## [Supplied data]
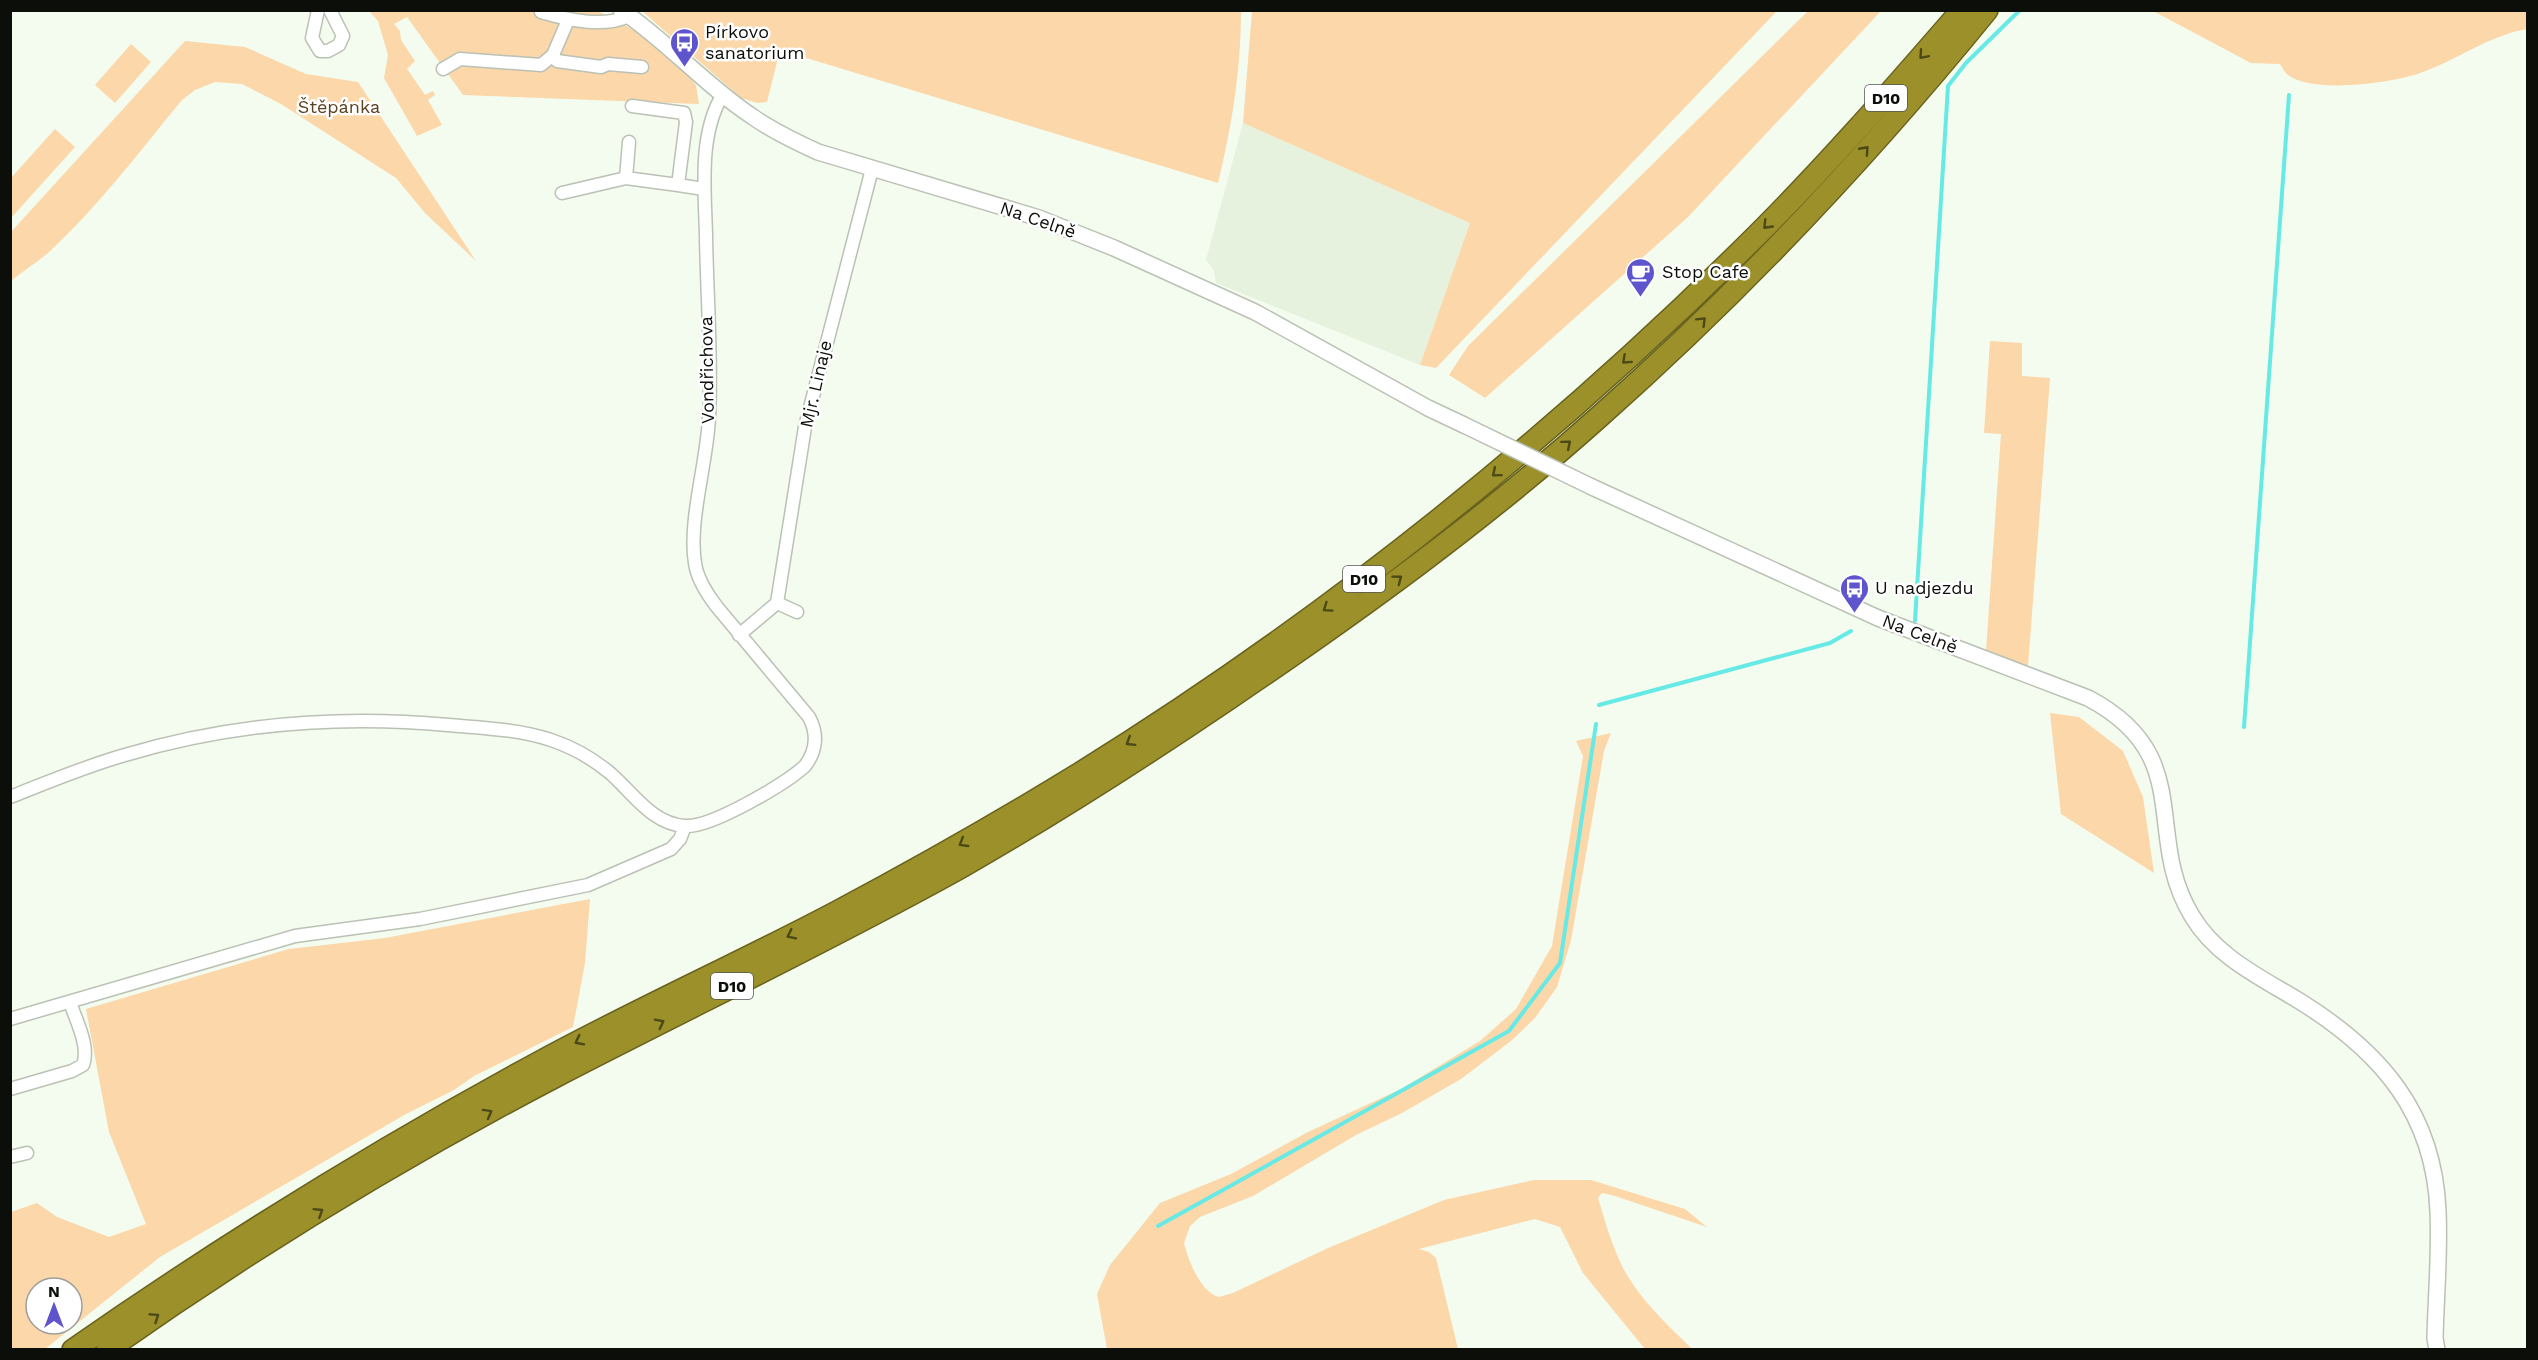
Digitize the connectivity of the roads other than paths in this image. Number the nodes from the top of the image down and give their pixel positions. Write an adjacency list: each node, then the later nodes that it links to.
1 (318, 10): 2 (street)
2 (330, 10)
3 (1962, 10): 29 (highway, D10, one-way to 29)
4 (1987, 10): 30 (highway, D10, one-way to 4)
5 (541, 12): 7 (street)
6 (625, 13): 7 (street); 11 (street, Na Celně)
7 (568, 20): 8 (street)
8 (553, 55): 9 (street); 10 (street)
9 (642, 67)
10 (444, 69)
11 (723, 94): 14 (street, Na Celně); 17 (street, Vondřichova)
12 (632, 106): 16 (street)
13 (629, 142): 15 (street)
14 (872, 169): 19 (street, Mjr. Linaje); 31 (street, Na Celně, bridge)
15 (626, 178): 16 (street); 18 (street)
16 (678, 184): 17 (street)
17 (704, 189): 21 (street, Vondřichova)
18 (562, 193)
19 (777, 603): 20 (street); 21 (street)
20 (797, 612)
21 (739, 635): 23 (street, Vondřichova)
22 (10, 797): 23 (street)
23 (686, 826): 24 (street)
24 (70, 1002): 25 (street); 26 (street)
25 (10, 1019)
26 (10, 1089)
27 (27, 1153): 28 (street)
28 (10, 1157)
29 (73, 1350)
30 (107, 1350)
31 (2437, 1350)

--

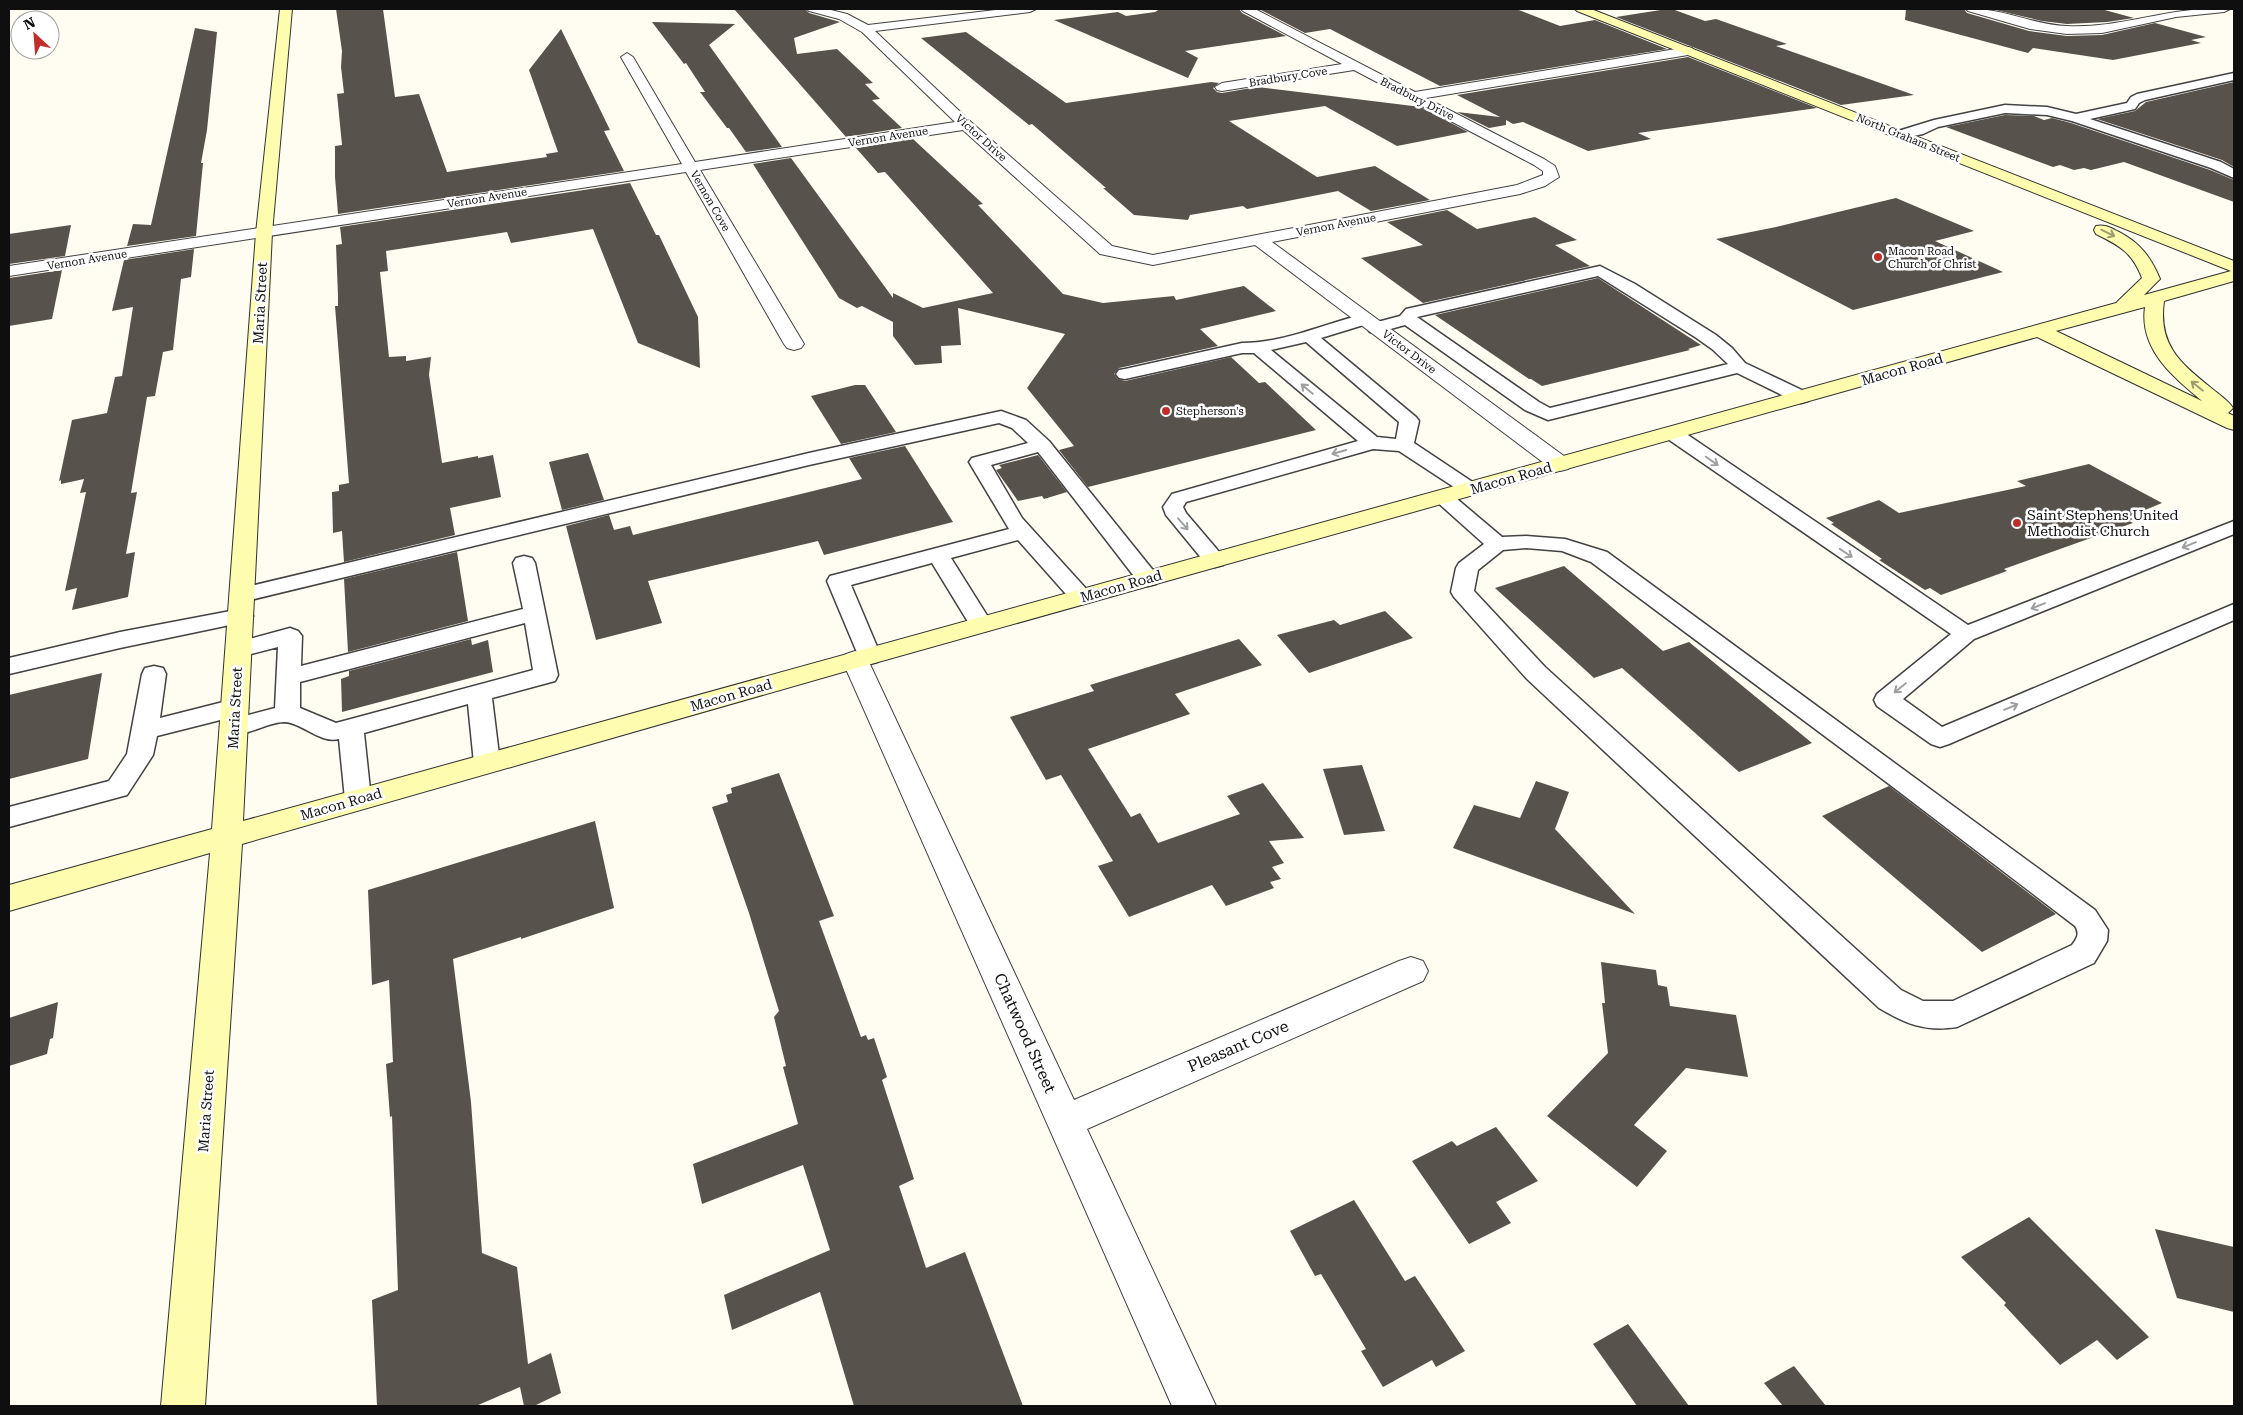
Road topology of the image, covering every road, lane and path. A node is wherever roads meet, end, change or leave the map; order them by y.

...

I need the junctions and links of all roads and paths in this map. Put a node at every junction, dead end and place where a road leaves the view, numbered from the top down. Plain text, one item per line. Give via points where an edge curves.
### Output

## [Task objective]
Filter the entries and copy each line with "every".

## [Solution]
Road topology of the image, covering every road, lane and path. A node is wherever roads meet, end, change or leave the map; order them by y.
I need the junctions and links of all roads and paths in this map. Put a node at every junction, dead end and place where a road leaves the view, numbered from the top down. Plain text, one item per line. Give via points where an edge curves.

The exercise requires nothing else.